Artist Carrie Mae Weems Among New York Times Style Magazine’s ‘The Greats’

Carrie Weems’ ‘Mourning from Constructing History: A Requiem to Mark the Moment,’ 2008 | Image:
© Carrie Mae Weems/Courtesy of Jack Shainman Gallery, New York

The New York Times Style Magazine (T) celebrates Carrie Mae Weems (Art BFA 81) in its recent 2018 Greats issue for her continued contributions to contemporary photography and activism.

In her introductory note, Hanya Yanagihara, editor of T magazine, describes the magazine’s selection process. Weems is one of five “greats,” with Solange, George R.R. Martin, Alessandro Michele, Bruce Nauman and Viggo Mortensen rounding out the list. “Not only has each created something singular,” Yanagihara writes. “But they have all in some way, helped steer the cultural discourse.”

With a career spanning nearly five decades, Weems has worked across multiple media including: photography, text, video and installation. Addressing questions concerning the consequences of power, exclusion, race and gender, Weems fearlessly places African American women and working class communities at the forefront of narrative.
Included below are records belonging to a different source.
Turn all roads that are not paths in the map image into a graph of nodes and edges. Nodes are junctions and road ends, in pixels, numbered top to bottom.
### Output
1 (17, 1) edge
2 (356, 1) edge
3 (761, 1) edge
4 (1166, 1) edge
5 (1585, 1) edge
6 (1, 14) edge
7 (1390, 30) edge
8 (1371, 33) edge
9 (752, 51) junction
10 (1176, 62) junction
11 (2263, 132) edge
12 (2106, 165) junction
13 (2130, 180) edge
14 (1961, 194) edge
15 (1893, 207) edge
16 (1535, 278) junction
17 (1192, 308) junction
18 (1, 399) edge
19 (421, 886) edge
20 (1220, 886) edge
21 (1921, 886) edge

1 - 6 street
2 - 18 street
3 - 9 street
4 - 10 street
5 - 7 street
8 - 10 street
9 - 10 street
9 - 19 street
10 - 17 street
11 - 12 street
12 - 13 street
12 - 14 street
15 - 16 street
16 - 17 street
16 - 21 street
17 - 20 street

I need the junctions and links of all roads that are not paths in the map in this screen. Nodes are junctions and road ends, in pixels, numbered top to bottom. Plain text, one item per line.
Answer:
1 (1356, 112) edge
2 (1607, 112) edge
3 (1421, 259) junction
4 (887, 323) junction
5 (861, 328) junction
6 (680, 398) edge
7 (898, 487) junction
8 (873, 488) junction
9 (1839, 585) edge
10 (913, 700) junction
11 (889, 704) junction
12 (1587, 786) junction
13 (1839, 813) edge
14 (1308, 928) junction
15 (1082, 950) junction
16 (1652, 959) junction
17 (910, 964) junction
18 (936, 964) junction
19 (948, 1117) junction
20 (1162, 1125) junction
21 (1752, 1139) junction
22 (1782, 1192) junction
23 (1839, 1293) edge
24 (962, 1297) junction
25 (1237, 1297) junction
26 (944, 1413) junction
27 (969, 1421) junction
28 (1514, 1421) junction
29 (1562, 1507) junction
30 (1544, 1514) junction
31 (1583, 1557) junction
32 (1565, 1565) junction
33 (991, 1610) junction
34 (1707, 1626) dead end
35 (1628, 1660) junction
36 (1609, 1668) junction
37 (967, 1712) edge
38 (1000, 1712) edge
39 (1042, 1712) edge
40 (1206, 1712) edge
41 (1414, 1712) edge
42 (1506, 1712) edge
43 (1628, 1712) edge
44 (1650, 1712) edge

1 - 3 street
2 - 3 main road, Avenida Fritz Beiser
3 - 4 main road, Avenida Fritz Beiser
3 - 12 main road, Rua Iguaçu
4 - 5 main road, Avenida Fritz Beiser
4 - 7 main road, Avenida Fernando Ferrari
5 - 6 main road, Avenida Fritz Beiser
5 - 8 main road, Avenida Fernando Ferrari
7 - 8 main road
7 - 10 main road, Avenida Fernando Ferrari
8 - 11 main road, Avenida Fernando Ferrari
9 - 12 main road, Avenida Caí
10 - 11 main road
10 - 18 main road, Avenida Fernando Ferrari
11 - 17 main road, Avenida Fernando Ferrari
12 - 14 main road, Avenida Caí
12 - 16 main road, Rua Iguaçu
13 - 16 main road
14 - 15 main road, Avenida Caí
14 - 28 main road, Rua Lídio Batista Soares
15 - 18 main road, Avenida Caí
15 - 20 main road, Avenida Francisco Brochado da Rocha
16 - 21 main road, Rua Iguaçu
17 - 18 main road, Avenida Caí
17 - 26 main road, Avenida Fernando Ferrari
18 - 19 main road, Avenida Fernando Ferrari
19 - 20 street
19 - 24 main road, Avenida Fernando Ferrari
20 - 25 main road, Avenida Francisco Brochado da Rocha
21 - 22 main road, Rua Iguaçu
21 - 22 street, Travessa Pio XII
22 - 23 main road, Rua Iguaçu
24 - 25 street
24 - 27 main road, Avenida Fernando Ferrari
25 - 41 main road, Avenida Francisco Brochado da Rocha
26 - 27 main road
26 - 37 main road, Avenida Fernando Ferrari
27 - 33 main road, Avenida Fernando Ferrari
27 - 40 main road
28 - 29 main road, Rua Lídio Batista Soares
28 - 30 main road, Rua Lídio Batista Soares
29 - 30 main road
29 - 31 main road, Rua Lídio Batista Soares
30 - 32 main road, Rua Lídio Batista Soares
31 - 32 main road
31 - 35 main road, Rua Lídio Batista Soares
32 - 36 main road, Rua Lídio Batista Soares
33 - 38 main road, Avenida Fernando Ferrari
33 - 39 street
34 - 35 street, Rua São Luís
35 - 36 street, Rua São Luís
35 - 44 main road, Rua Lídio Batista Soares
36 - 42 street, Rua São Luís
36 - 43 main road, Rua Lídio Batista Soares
Her work has become more recognized by wider audiences for its universal message, but it continues to remain highly culturally specific. The Kitchen Table Series (1989-90) acted as an intimate window into black domestic spaces through the transformation of Weems’ own dining room. She acts as a stand-in for a character of her own design. Weems returns to that motif in her series Museums (2006-present). She stares down the columns and walls of art’s beloved institutions, including the Louvre, London’s British Museum and Galleria Nazionale d’Arte Moderna in Rome.

In 2013, Weems was awarded the MacArthur Genius Grant; one year later she became the first African-American woman to exhibit a retrospective in the Guggenheim Museum.

Currently, Weems is showing her retrospective exhibition, Strategies of Engagement, featuring 124 diverse works and re-created installations at Boston College’s McMullen Museum of Art through Dec. 13.